Let $a > b$ and $A > B$ , then:

$$ a A + b B > a B + b A \; (Eq.0)$$

Here's the basic ideas:

This is the crucial point.The argument doesn't really depend on the fact, that the problem authors picked $\frac{1}{n^2}$ and not something like $\frac{1}{n^\frac{3}{2}}$, say. Here's how it works in a formal way:

Let $f$ be an arbitrary injection $\mathbb{N} \rightarrow \mathbb{N}$ and let $(a_n)_{n \in \mathbb{N}} $ be a strictly decreasing sequence of positive real numbers. We will show, that

$$ \sum_{n=1}^N f(n) a_n >= \sum_{n=1}^N n a_n \; (Eq.1)$$.

Recalling that $\sum_{n=1}^{\infty} \frac{1}{n} = \infty$, the problem is then solved by setting $a_n := \frac{1}{n^2}$, The proof of $(Eq.1)$ is by mathematical induction over $N$:

The base case $N=1$ is obvious. So assume, that we have proved (Eq. 1) for all numbers smaller than $N$ in place of $N$. Let $i$ be the argument in the range $\{1, 2, ..., N\}$, at which $f$ becomes maximal: $$ \forall j \in \{1, 2, ...,N\} \setminus \{i\}: f(i) > f(j)$$ Certainly $f(i) >= N$, since the maximum of $N$ pairwise different natural numbers is at least $N$. If it so happens, that $i=N$

(Case 1), then we use the induction assumption, to bring the argument to a conclusion in the following manner:$$ \sum_{n=1}^N f(n) a_n = f(N) a_N + \sum_{n=1}^{N-1} f(n) a_n >= N a_N + \sum_{n=1}^{N-1} n a_n = \sum_{n=1}^{N} n a_n$$

And we're finished. So assume, that $i \lt N$

(Case 2). Now define a function $g: \mathbb{N} \rightarrow \mathbb{N}$ by:$$ \begin{eqnarray} &g(i) &:= f(N) \\ &g(N) &:= f(i) \\ \forall j \in \mathbb{N} \setminus \{i,N\}: &g(j) &:= f(j) \end{eqnarray}$$.

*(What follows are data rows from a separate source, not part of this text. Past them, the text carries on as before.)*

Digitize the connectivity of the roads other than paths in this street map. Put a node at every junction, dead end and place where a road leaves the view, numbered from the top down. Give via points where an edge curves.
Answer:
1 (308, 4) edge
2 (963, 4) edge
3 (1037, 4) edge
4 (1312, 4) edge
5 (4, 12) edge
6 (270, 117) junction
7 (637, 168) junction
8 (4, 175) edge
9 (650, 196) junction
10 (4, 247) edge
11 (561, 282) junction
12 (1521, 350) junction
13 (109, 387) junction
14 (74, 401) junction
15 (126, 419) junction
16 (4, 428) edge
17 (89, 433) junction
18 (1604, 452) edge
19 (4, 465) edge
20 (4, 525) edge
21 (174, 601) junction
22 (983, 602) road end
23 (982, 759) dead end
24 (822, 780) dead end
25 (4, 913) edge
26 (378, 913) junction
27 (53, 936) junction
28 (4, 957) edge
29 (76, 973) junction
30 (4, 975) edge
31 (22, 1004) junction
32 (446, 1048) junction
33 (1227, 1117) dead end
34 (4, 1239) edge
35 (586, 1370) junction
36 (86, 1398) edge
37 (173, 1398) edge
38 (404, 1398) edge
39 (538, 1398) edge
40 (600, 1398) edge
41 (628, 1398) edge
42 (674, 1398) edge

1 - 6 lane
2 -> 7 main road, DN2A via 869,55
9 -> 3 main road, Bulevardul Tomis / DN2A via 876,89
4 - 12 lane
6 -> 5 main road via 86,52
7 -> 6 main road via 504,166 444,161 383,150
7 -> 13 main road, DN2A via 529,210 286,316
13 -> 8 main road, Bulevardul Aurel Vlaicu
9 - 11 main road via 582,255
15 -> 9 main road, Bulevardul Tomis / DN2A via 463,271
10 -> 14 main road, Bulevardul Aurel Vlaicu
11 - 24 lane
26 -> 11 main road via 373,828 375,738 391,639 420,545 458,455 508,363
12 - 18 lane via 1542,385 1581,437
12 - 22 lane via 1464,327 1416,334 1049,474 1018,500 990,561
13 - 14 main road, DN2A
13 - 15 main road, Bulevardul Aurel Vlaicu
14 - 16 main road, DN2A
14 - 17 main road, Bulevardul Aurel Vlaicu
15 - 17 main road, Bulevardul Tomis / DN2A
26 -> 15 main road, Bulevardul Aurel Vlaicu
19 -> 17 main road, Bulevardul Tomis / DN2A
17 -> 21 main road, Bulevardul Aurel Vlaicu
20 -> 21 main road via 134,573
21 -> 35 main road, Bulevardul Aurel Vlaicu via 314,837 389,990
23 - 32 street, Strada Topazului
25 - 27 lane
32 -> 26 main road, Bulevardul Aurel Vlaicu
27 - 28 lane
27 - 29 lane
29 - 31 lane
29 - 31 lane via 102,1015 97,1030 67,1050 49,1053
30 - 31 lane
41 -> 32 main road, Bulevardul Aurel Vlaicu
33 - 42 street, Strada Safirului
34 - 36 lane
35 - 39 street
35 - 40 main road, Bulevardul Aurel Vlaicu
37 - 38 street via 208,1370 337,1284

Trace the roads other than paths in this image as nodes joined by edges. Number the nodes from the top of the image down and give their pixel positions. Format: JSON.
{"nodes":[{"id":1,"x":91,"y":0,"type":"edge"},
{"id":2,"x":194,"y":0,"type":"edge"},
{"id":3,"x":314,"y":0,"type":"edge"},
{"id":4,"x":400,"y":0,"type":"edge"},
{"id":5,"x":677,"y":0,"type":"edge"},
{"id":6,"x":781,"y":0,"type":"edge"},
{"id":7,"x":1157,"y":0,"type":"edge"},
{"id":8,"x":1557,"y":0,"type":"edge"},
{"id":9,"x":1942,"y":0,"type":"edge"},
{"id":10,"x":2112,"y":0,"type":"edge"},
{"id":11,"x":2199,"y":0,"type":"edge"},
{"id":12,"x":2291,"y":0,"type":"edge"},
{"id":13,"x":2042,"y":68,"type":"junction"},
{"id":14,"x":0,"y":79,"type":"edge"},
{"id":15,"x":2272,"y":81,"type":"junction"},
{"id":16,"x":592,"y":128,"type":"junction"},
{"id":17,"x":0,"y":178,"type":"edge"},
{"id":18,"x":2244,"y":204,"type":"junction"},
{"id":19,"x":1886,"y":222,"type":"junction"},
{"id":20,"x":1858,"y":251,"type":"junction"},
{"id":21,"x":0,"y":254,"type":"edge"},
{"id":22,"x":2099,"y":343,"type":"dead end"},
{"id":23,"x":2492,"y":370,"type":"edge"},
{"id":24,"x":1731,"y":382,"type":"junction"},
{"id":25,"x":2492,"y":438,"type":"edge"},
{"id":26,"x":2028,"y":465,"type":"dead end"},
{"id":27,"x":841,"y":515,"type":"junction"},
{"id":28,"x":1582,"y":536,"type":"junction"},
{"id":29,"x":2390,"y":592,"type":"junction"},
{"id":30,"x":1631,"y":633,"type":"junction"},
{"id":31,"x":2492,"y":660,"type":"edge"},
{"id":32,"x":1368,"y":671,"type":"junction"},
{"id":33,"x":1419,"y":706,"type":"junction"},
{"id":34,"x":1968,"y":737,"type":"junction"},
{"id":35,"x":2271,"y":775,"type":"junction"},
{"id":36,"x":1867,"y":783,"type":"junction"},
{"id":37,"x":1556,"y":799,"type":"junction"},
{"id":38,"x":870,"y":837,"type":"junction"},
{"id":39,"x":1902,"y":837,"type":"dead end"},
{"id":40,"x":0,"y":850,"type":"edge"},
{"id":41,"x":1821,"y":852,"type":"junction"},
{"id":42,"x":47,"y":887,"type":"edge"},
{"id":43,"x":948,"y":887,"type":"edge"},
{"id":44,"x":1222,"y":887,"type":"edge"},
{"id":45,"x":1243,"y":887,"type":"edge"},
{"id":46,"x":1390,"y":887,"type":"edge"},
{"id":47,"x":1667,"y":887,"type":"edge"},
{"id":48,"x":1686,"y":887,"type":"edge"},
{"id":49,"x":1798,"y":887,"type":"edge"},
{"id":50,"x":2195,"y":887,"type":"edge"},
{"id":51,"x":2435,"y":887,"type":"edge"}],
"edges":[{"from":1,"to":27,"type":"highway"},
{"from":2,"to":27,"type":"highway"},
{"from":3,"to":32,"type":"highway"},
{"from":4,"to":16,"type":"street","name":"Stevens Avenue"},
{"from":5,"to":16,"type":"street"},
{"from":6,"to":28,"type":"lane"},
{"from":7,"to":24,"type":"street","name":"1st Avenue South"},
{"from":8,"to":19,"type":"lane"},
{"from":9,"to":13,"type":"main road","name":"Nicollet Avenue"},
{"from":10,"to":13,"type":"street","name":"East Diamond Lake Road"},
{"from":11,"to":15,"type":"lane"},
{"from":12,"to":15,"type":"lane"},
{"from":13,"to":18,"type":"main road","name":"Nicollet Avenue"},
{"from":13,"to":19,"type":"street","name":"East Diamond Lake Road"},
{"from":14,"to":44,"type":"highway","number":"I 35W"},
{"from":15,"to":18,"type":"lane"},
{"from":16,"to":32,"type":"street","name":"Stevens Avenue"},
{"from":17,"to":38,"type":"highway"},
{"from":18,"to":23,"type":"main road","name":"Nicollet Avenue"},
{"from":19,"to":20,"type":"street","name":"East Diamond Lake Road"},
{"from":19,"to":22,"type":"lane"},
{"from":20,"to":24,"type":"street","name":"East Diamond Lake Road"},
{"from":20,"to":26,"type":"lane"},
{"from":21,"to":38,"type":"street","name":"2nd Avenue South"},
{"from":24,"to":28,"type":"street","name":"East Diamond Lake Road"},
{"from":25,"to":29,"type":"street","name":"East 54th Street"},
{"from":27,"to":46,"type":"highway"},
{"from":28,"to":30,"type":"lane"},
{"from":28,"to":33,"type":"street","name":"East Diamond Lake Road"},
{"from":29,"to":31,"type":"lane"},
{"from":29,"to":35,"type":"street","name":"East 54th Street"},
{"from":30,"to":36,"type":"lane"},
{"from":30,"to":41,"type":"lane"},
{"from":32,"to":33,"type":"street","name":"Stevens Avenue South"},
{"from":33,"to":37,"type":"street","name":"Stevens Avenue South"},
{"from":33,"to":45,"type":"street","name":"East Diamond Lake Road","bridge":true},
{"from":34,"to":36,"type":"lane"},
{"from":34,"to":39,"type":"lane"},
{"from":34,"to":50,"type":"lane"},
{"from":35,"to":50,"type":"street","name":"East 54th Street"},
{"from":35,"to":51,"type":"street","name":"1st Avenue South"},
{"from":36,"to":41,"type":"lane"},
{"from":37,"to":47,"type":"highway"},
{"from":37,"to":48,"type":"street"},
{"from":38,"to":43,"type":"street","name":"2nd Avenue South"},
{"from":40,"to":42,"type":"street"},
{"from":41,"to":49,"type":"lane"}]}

Then (this is where (Eq.0) comes into play):

$$\sum_{n=1}^N f(n) a_n - \sum_{n=1}^N g(n) a_n = (f(i) - f(N)) (a_i - a_N) > 0$$

or:

$$\sum_{n=1}^N f(n) a_n > \sum_{n=1}^N g(n) a_n \; (Eq.2)$$.

But $g$ is a injection, too, and $g(i)$ (when restricted to the range $i \in \{1, 2, ..., N\}$) becomes maximal for $i = N$. So we're back to

(Case 1)(with $g$ in place of $f$ now) and conclude as above:$$\sum_{n=1}^N g(n) a_n >= \sum_{n=1}^{N} n a_n \; (Eq.3)$$

Combine equations (Eq.2) and (Eq.3):

$$\sum_{n=1}^N f(n) a_n >= \sum_{n=1}^{N} n a_n$$

Done.